Task statement:
Please copy each line of the listing that includes the string "roads".

═══ Provided data ═══

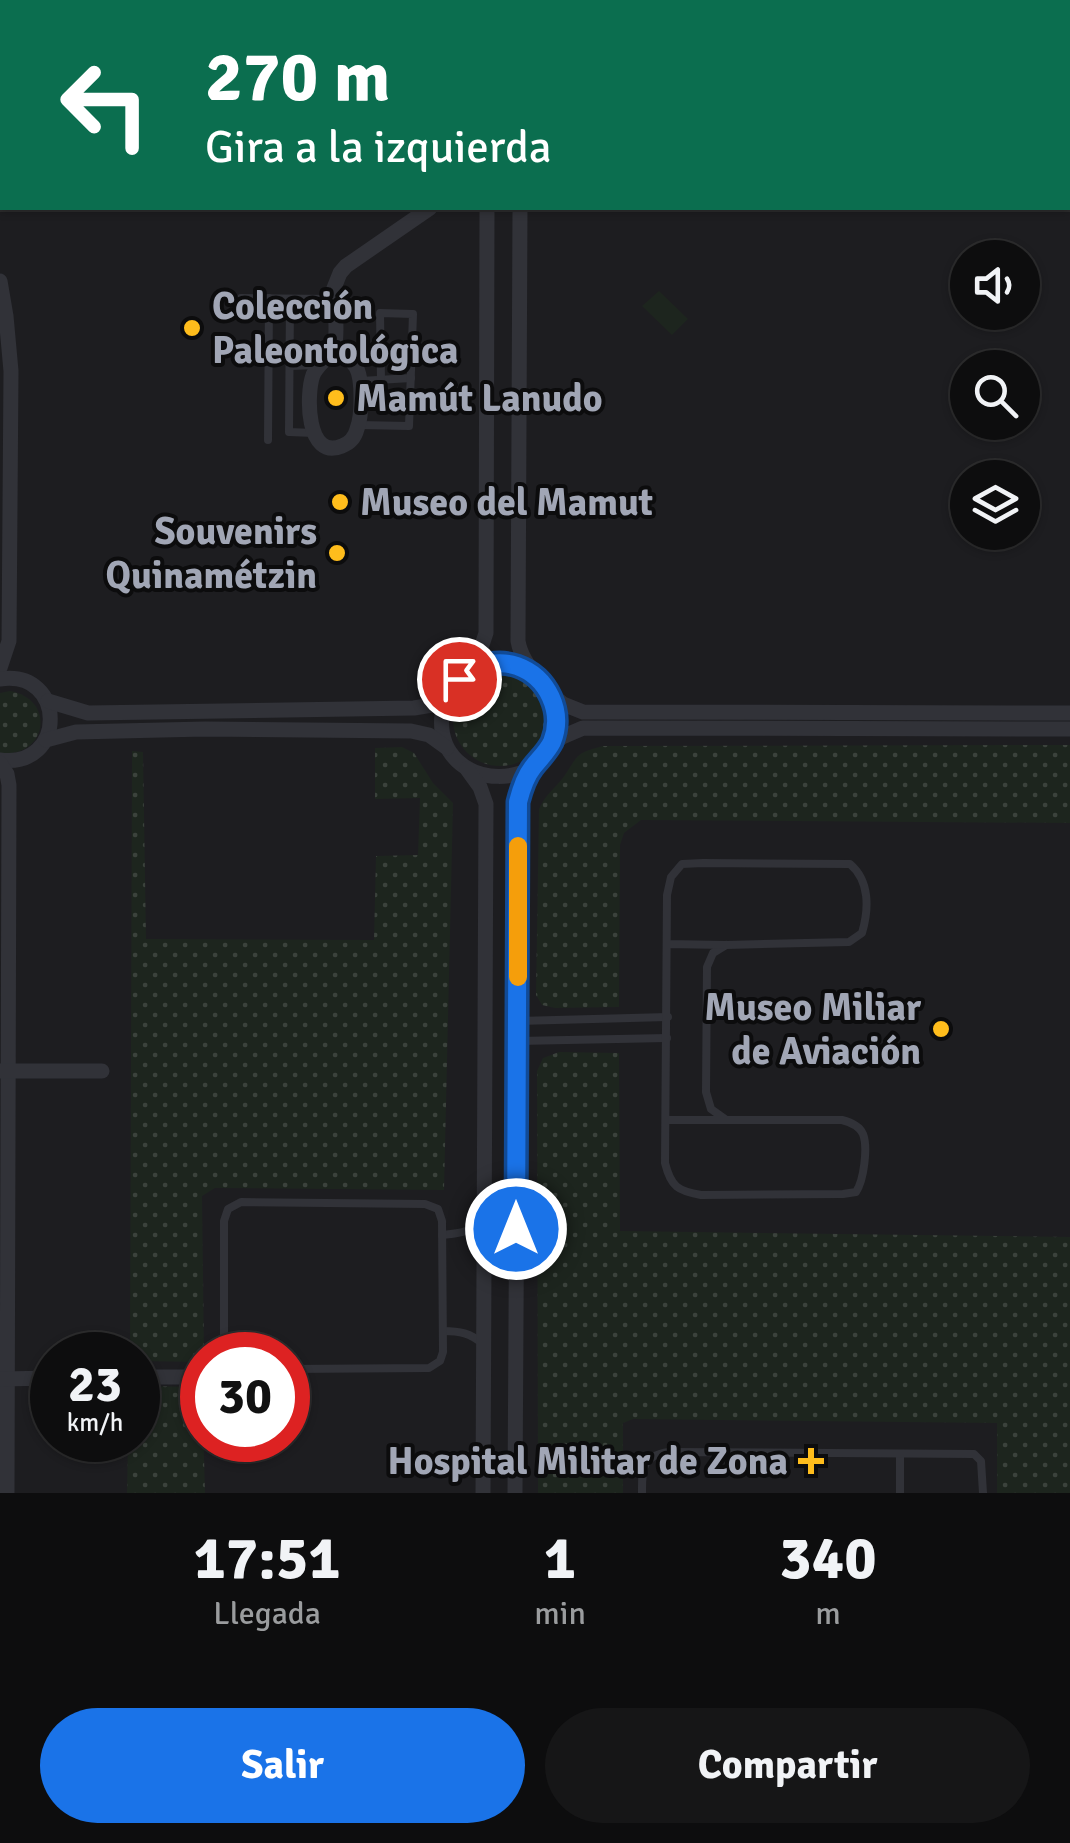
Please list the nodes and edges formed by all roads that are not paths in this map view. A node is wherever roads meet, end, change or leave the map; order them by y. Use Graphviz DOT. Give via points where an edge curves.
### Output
graph roads {
  1 [pos="427,210"];
  2 [pos="487,210"];
  3 [pos="520,210"];
  4 [pos="0,281"];
  5 [pos="241,298"];
  6 [pos="269,298"];
  7 [pos="290,299"];
  8 [pos="334,299"];
  9 [pos="335,344"];
  10 [pos="318,365"];
  11 [pos="290,366"];
  12 [pos="411,378"];
  13 [pos="381,380"];
  14 [pos="360,382"];
  15 [pos="359,425"];
  16 [pos="314,433"];
  17 [pos="268,440"];
  18 [pos="9,642"];
  19 [pos="0,668"];
  20 [pos="0,679"];
  21 [pos="540,681"];
  22 [pos="30,682"];
  23 [pos="454,685"];
  24 [pos="48,702"];
  25 [pos="1070,713"];
  26 [pos="1070,729"];
  27 [pos="46,740"];
  28 [pos="455,757"];
  29 [pos="25,758"];
  30 [pos="0,761"];
  31 [pos="539,761"];
  32 [pos="9,785"];
  33 [pos="667,944"];
  34 [pos="726,945"];
  35 [pos="668,1018"];
  36 [pos="518,1020"];
  37 [pos="667,1038"];
  38 [pos="518,1040"];
  39 [pos="4,1071"];
  40 [pos="102,1071"];
  41 [pos="725,1119"];
  42 [pos="666,1120"];
  43 [pos="484,1215"];
  44 [pos="442,1235"];
  45 [pos="443,1331"];
  46 [pos="224,1332"];
  47 [pos="484,1344"];
  48 [pos="310,1369"];
  49 [pos="30,1378"];
  50 [pos="4,1379"];
  51 [pos="900,1454"];
  52 [pos="2,1478"];
  53 [pos="8,1492"];
  54 [pos="483,1493"];
  55 [pos="515,1493"];
  56 [pos="642,1493"];
  57 [pos="900,1493"];
  58 [pos="983,1493"];
  1 -- 8 [label="street" via="346,266"];
  2 -- 23 [label="street" via="486,633 479,654"];
  3 -- 21 [label="street" via="518,641"];
  4 -- 18 [label="street" via="10,371"];
  5 -- 6 [label="lane"];
  6 -- 7 [label="lane"];
  6 -- 17 [label="lane"];
  7 -- 8 [label="lane"];
  7 -- 11 [label="lane"];
  8 -- 9 [label="street"];
  9 -- 10 [label="street"];
  9 -- 14 [label="street"];
  10 -- 11 [label="lane"];
  10 -- 16 [label="street" via="310,383"];
  11 -- 16 [label="lane" via="289,432"];
  12 -- 13 [label="lane"];
  12 -- 13 [label="lane" via="413,314 380,313"];
  12 -- 15 [label="lane" via="409,426"];
  13 -- 14 [label="lane"];
  14 -- 15 [label="street"];
  15 -- 16 [label="street" via="353,439 333,448"];
  18 -- 19 [label="street"];
  18 -- 22 [label="street"];
  20 -- 22 [label="street"];
  21 -- 23 [label="street" via="496,663"];
  21 -- 25 [label="street" via="582,712"];
  21 -- 31 [label="street" via="552,700 556,729"];
  22 -- 24 [label="street"];
  23 -- 24 [label="street" via="432,705 414,708 88,713"];
  23 -- 28 [label="street" via="442,721"];
  24 -- 27 [label="street"];
  26 -- 31 [label="street" via="583,728 562,737"];
  27 -- 28 [label="street" via="76,732 411,731"];
  27 -- 29 [label="street"];
  28 -- 31 [label="street" via="473,772 504,778"];
  28 -- 43 [label="street" via="477,781 486,804"];
  29 -- 30 [label="street"];
  29 -- 32 [label="street"];
  30 -- 32 [label="street"];
  31 -- 36 [label="street" via="518,802"];
  32 -- 39 [label="street"];
  33 -- 34 [label="lane"];
  33 -- 34 [label="lane" via="667,895 682,864 850,864 865,883 866,919 862,933 849,942"];
  33 -- 35 [label="lane"];
  34 -- 41 [label="lane" via="707,967 706,1092 711,1109"];
  35 -- 36 [label="lane"];
  35 -- 37 [label="lane"];
  36 -- 38 [label="street"];
  37 -- 38 [label="lane"];
  37 -- 42 [label="lane"];
  38 -- 55 [label="street"];
  39 -- 40 [label="street"];
  39 -- 50 [label="street"];
  41 -- 42 [label="lane"];
  41 -- 42 [label="lane" via="855,1124 864,1135 863,1181 856,1192 842,1194 684,1192 670,1181"];
  43 -- 44 [label="lane" via="465,1233"];
  43 -- 47 [label="street"];
  44 -- 45 [label="lane"];
  44 -- 46 [label="lane" via="438,1209 425,1204 241,1202 228,1209 224,1221"];
  45 -- 47 [label="lane" via="473,1335"];
  45 -- 48 [label="lane" via="440,1361 428,1368"];
  47 -- 54 [label="street"];
  49 -- 50 [label="street"];
  50 -- 52 [label="street"];
  51 -- 56 [label="lane" via="658,1454 646,1461"];
  51 -- 57 [label="lane"];
  51 -- 58 [label="lane" via="974,1454 981,1461"];
  52 -- 53 [label="street"];
}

═══

Answer area:
Please list the nodes and edges formed by all roads that are not paths in this map view. A node is wherever roads meet, end, change or leave the map; order them by y. Use Graphviz DOT. Give via points where an edge curves.
graph roads {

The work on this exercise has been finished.